◆ What the exercise asks:
Word for word, repeat the lines of the records from the first line up to and including the line that contains "thumb mcp: (310, 221)", passing over any pictures.

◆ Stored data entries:
►
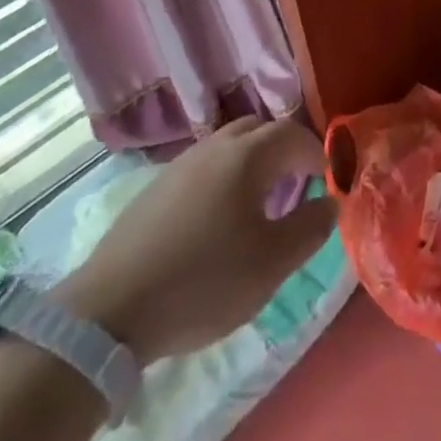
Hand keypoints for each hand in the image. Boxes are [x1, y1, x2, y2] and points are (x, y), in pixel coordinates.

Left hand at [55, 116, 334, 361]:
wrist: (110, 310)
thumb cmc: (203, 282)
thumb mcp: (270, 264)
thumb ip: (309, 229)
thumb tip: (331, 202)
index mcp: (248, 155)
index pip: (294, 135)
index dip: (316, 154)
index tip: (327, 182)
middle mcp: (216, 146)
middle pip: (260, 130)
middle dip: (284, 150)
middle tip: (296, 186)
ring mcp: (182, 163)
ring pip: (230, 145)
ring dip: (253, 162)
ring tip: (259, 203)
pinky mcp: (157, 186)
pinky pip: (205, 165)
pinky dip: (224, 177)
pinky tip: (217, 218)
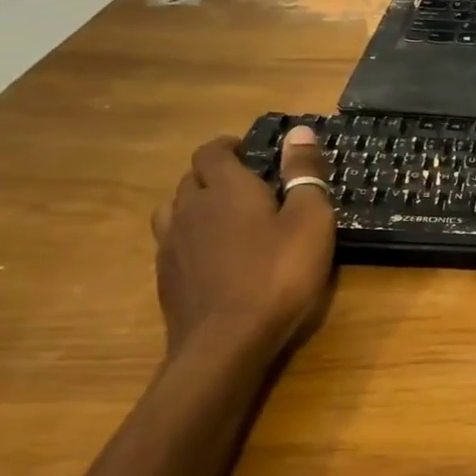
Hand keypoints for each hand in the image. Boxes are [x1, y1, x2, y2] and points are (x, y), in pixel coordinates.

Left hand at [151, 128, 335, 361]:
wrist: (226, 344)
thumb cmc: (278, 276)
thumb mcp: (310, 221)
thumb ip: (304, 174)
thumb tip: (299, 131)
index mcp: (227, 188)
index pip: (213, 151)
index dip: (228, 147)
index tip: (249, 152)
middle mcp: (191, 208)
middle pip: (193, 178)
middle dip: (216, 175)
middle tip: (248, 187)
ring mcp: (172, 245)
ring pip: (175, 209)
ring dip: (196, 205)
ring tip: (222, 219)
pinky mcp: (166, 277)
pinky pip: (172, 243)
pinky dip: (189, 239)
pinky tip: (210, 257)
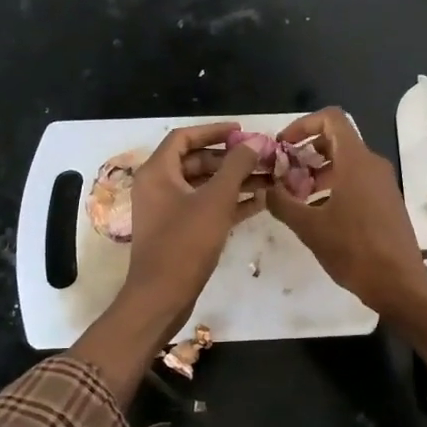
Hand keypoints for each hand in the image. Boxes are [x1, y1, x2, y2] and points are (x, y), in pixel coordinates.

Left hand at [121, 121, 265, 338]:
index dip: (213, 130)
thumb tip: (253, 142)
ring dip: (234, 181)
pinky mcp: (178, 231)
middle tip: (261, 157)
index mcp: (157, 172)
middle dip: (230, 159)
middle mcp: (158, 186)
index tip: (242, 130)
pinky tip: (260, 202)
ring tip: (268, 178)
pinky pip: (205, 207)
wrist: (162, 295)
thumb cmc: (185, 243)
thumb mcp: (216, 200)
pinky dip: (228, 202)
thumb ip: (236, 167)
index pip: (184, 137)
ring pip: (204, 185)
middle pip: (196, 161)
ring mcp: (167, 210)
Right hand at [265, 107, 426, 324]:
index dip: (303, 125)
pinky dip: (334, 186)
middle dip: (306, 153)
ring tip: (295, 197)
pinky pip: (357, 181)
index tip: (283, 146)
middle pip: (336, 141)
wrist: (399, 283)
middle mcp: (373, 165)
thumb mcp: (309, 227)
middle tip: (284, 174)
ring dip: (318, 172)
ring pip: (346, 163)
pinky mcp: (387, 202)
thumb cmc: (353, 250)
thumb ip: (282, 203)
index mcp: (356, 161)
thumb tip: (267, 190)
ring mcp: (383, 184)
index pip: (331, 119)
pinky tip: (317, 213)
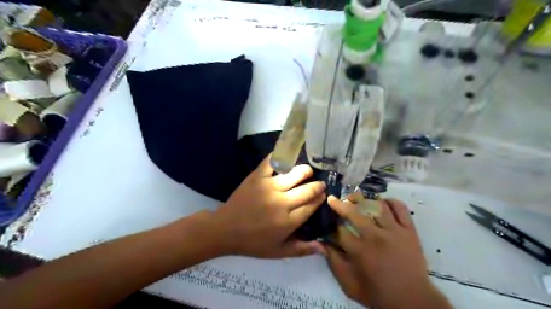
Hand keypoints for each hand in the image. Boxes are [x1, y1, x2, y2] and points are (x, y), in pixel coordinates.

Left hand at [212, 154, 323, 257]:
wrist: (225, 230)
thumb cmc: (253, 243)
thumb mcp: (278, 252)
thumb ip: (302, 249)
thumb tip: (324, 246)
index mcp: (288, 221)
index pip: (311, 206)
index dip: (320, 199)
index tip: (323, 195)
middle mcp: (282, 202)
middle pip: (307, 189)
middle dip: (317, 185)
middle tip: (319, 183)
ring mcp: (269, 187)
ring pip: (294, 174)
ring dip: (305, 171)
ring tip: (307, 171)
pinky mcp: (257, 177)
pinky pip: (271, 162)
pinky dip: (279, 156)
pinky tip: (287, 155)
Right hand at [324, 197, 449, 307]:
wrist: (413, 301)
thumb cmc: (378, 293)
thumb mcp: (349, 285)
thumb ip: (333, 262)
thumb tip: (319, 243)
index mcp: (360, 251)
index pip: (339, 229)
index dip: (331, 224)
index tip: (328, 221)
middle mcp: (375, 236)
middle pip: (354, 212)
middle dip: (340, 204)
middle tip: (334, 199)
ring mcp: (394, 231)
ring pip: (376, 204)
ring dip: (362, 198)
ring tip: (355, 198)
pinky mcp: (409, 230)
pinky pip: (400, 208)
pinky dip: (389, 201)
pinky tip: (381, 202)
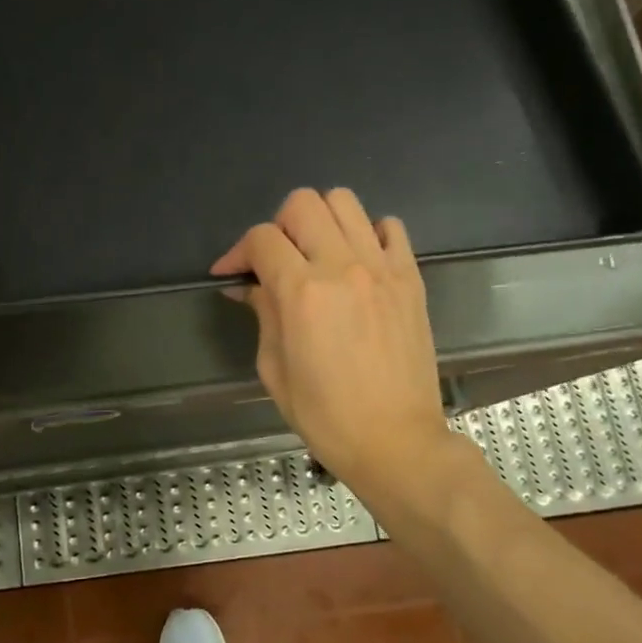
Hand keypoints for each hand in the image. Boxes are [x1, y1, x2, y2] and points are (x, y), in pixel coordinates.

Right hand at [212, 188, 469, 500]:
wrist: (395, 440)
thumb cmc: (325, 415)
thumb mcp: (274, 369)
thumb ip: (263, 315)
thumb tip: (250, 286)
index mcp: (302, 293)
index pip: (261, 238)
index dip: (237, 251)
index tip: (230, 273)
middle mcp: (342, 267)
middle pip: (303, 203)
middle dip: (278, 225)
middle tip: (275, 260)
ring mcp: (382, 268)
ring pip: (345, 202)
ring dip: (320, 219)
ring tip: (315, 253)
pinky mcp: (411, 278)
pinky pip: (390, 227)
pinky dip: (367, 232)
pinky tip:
◄
◆ Result:
Hand keypoints for each hand in the image. Boxes are [x1, y1, x2, y2] and points are (x, y), in pixel coordinates.

Left hand at [55, 116, 334, 361]:
wrist: (110, 310)
thumb cmc: (203, 282)
thumb mcp: (270, 264)
thumb ip: (309, 229)
thumb tip: (331, 202)
index mcp: (248, 155)
index pip: (294, 135)
index dip: (316, 154)
index tip: (327, 182)
middle mcp: (216, 146)
middle pip: (260, 130)
middle dip: (284, 150)
middle tip: (296, 186)
ring mcp: (182, 163)
ring pip: (230, 145)
ring dip: (253, 162)
ring tip: (259, 203)
pinky mcp: (157, 186)
pinky pip: (205, 165)
pinky dip: (224, 177)
pinky tip: (217, 218)
Hand keypoints for each hand in the image. Boxes are [x1, y1, x2, y2] and points are (x, y), in pixel coordinates.

Left hand at [151, 128, 335, 361]:
wrist: (226, 344)
thumb cmc: (278, 276)
thumb mcp: (310, 221)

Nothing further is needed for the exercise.